Looking at the data that follows, count the lines containing the word "points" and write down only that count.

## Dataset records
....
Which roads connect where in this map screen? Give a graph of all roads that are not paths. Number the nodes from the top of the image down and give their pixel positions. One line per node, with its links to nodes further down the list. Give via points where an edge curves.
....
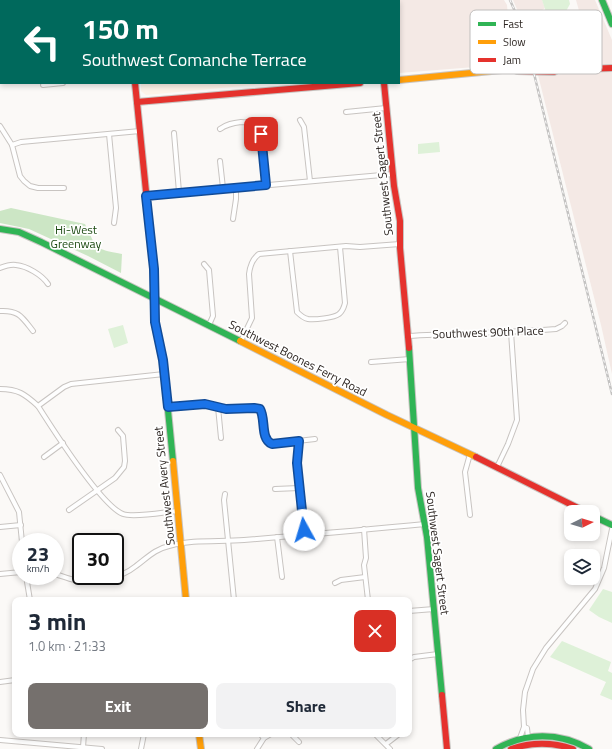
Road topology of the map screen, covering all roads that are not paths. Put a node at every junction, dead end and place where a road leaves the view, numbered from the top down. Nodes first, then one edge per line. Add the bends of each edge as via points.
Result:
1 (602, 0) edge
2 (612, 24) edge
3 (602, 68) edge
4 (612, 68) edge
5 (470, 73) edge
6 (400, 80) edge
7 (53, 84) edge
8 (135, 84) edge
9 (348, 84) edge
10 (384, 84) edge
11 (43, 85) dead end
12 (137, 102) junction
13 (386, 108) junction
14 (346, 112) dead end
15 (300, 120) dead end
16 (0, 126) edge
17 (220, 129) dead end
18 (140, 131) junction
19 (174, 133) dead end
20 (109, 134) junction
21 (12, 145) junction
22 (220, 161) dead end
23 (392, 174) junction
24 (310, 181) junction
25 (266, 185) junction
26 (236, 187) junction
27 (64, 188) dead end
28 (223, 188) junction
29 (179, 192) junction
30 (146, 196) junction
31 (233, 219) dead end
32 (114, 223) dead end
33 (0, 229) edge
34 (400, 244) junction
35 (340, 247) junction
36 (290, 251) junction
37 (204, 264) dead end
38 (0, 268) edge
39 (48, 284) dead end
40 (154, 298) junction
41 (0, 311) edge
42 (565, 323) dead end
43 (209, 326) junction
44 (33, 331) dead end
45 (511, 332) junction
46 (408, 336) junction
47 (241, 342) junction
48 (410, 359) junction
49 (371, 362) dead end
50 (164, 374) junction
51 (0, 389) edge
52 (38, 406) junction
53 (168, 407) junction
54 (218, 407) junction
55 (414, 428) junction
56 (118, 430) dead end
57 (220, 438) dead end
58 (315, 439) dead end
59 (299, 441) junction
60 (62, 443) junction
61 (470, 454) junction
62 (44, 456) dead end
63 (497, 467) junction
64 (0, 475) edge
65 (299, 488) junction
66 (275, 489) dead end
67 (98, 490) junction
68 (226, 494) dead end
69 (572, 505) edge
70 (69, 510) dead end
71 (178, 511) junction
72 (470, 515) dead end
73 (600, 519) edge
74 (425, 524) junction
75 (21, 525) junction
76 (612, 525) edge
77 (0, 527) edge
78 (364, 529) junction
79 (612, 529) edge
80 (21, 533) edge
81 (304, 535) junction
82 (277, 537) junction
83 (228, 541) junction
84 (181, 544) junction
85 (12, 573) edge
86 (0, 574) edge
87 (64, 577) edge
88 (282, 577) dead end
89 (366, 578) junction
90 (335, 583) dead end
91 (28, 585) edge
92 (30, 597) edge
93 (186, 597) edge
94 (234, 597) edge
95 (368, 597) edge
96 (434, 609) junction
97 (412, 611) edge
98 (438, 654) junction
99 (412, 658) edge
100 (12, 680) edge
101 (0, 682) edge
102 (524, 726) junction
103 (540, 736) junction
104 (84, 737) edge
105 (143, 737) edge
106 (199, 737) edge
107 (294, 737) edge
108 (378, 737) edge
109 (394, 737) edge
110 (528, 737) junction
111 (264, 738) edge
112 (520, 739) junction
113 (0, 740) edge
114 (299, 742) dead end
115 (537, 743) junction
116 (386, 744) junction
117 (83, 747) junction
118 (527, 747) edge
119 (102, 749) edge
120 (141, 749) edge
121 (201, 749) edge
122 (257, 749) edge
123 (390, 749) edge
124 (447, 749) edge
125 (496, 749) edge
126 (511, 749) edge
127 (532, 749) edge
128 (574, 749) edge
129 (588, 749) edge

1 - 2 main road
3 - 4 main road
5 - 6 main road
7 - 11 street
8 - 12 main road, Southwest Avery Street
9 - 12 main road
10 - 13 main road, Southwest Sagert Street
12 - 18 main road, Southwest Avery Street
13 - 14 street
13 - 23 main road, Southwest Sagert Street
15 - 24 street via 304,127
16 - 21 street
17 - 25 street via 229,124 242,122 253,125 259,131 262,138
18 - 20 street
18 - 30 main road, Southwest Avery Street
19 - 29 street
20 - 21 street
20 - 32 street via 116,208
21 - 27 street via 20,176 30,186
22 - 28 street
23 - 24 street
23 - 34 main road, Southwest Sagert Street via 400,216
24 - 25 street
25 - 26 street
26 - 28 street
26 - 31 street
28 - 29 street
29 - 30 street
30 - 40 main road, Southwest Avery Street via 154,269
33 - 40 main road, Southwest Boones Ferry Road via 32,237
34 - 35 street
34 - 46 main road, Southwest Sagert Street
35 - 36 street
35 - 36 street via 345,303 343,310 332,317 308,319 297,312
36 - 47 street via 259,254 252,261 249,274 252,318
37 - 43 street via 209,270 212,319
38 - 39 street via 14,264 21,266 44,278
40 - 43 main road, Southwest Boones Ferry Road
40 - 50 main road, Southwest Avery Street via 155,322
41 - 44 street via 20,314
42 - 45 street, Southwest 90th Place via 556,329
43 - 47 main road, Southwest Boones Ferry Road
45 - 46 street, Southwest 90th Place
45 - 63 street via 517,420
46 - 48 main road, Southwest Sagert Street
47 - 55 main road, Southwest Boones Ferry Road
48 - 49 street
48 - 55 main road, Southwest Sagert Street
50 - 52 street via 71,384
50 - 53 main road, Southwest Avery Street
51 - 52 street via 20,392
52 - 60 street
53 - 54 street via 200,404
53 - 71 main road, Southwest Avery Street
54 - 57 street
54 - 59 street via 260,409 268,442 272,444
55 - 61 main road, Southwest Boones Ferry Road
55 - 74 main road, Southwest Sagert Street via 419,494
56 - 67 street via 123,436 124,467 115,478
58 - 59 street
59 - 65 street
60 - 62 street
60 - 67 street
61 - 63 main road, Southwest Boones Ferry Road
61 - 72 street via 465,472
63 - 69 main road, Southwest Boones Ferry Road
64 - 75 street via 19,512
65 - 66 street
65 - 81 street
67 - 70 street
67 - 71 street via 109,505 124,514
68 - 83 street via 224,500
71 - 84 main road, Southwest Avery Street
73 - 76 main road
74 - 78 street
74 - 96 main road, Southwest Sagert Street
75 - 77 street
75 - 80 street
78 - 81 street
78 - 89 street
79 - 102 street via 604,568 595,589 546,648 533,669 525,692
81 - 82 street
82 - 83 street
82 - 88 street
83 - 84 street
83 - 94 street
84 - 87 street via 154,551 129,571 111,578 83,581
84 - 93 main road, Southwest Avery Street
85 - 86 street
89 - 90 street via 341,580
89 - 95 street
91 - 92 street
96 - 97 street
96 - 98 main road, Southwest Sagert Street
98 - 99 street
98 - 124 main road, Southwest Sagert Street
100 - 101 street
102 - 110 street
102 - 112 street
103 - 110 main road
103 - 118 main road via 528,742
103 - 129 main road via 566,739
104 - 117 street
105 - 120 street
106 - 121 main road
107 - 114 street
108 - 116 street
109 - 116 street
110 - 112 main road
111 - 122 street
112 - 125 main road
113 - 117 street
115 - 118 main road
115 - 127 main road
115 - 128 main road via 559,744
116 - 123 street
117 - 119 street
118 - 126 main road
....
## Answer area
2